_INFORMATION GIVEN_.
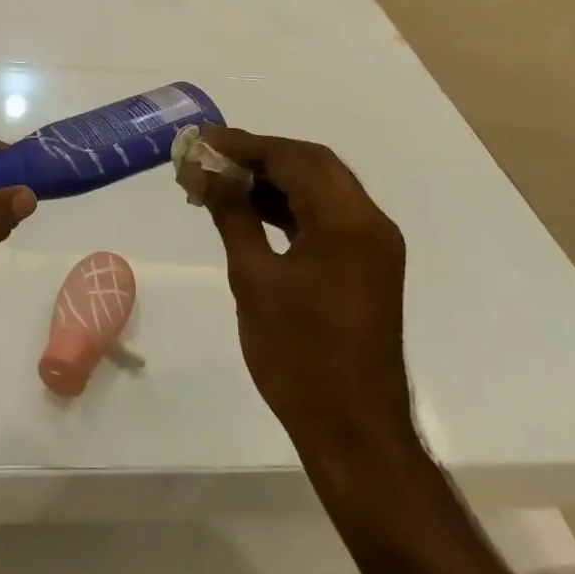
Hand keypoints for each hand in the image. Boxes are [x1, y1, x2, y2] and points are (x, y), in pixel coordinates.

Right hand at [192, 127, 412, 452]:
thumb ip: (232, 215)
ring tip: (222, 180)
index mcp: (347, 222)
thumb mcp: (254, 279)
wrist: (354, 433)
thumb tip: (206, 172)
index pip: (293, 159)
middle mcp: (369, 222)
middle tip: (211, 156)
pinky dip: (289, 205)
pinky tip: (251, 208)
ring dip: (273, 178)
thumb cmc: (299, 356)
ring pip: (320, 187)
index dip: (244, 144)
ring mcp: (372, 244)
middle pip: (311, 164)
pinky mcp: (366, 264)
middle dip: (259, 155)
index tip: (202, 141)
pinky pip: (326, 215)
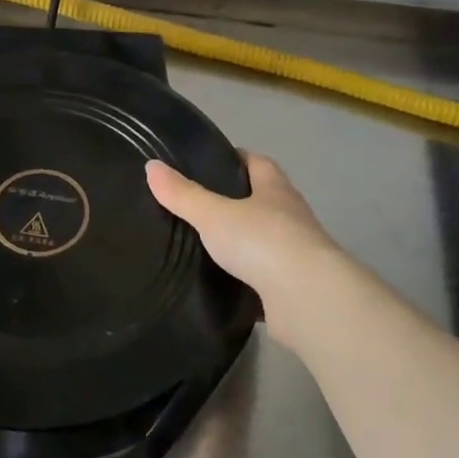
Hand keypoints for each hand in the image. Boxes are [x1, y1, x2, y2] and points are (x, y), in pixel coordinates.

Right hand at [145, 152, 343, 308]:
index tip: (209, 162)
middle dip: (234, 202)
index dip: (235, 158)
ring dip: (240, 243)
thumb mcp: (213, 214)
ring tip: (201, 246)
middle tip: (195, 206)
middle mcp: (290, 217)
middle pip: (262, 201)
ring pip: (262, 241)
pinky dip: (244, 279)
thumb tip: (151, 166)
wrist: (307, 299)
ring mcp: (294, 254)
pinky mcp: (292, 288)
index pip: (257, 163)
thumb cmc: (262, 242)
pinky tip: (220, 283)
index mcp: (275, 190)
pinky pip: (263, 278)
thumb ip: (183, 194)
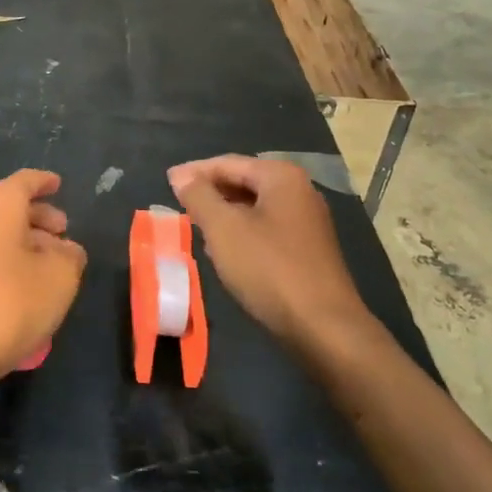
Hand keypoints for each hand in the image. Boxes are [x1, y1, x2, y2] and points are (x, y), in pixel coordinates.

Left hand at [0, 170, 86, 385]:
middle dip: (39, 218)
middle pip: (11, 206)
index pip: (27, 181)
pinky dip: (8, 261)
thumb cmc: (10, 301)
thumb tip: (66, 250)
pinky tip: (27, 288)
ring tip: (52, 266)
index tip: (59, 184)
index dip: (46, 182)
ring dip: (25, 243)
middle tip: (64, 234)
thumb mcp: (60, 276)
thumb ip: (70, 255)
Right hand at [168, 155, 367, 348]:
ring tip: (196, 227)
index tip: (167, 182)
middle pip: (243, 181)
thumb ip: (198, 196)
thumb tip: (181, 176)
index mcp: (281, 176)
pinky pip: (267, 228)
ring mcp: (307, 221)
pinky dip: (242, 232)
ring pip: (254, 207)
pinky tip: (226, 250)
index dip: (194, 172)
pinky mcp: (309, 248)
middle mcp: (299, 190)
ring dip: (224, 214)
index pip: (227, 163)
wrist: (324, 328)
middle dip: (210, 193)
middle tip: (180, 205)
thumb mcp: (223, 229)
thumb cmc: (269, 269)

_WHAT IS EXPECTED_. Skipping all images, print the data above a second time exactly.

_EXPECTED ANSWER_.
Hand keypoints for each hand in the image. Boxes are [x1, y1, x2, y2] and points are (x, y), in pixel coordinates.

Right hand at [192, 127, 412, 452]:
thumb ip: (232, 215)
ring tip: (222, 180)
index mcp: (347, 222)
thumb mcp: (254, 279)
wrist: (354, 433)
thumb tip: (206, 172)
index pip: (293, 159)
middle mcp: (369, 222)
middle tip: (211, 156)
pinky dip: (289, 205)
pinky tip: (251, 208)
ring dip: (273, 178)
thumb cmc: (299, 356)
ring pip: (320, 187)
index dip: (244, 144)
ring mcp: (372, 244)
middle pip: (311, 164)
pinky mcp: (366, 264)
middle dip: (259, 155)
index tip: (202, 141)
pinky pip: (326, 215)
Hand keypoints for each hand in the image. Boxes are [x1, y1, x2, y2] and points are (x, y), in pixel coordinates.

Right hand at [145, 152, 343, 308]:
index tip: (209, 162)
middle dip: (234, 202)
index dip: (235, 158)
ring dip: (240, 243)
thumb mcp: (213, 214)
ring tip: (201, 246)
middle tip: (195, 206)
middle mcp: (290, 217)
middle pip: (262, 201)
ring pip: (262, 241)
pinky dip: (244, 279)
thumb tip: (151, 166)
wrist: (307, 299)
ring mcp: (294, 254)
pinky mcp: (292, 288)
index pip: (257, 163)
thumb cmc: (262, 242)
pinky tip: (220, 283)
index mcp: (275, 190)
pinky pip: (263, 278)
thumb ip: (183, 194)
Hand keypoints for each hand in the image. Boxes are [x1, y1, x2, y2] and points are (x, y), in pixel coordinates.

Left hand at [0, 170, 86, 385]:
middle dip: (39, 218)
middle pip: (11, 206)
index pip: (27, 181)
pinky dip: (8, 261)
thumb cmc: (10, 301)
thumb tip: (66, 250)
pinky tip: (27, 288)
ring tip: (52, 266)
index tip: (59, 184)
index dip: (46, 182)
ring dip: (25, 243)
middle tip: (64, 234)
thumb mcp: (60, 276)
thumb ip: (70, 255)
Right hand at [168, 155, 367, 348]:
ring tip: (196, 227)
index tip: (167, 182)
middle pip: (243, 181)
thumb ip: (198, 196)
thumb tip: (181, 176)
index mcp: (281, 176)
pinky pip: (267, 228)
ring mcp: (307, 221)
pinky dip: (242, 232)
ring pip: (254, 207)
pinky tip: (226, 250)
index dip: (194, 172)
pinky mcp: (309, 248)
middle mcp: (299, 190)
ring dip: (224, 214)
index pip: (227, 163)
wrist: (324, 328)
middle dip: (210, 193)
middle tip: (180, 205)
thumb mcp: (223, 229)
thumb cmc: (269, 269)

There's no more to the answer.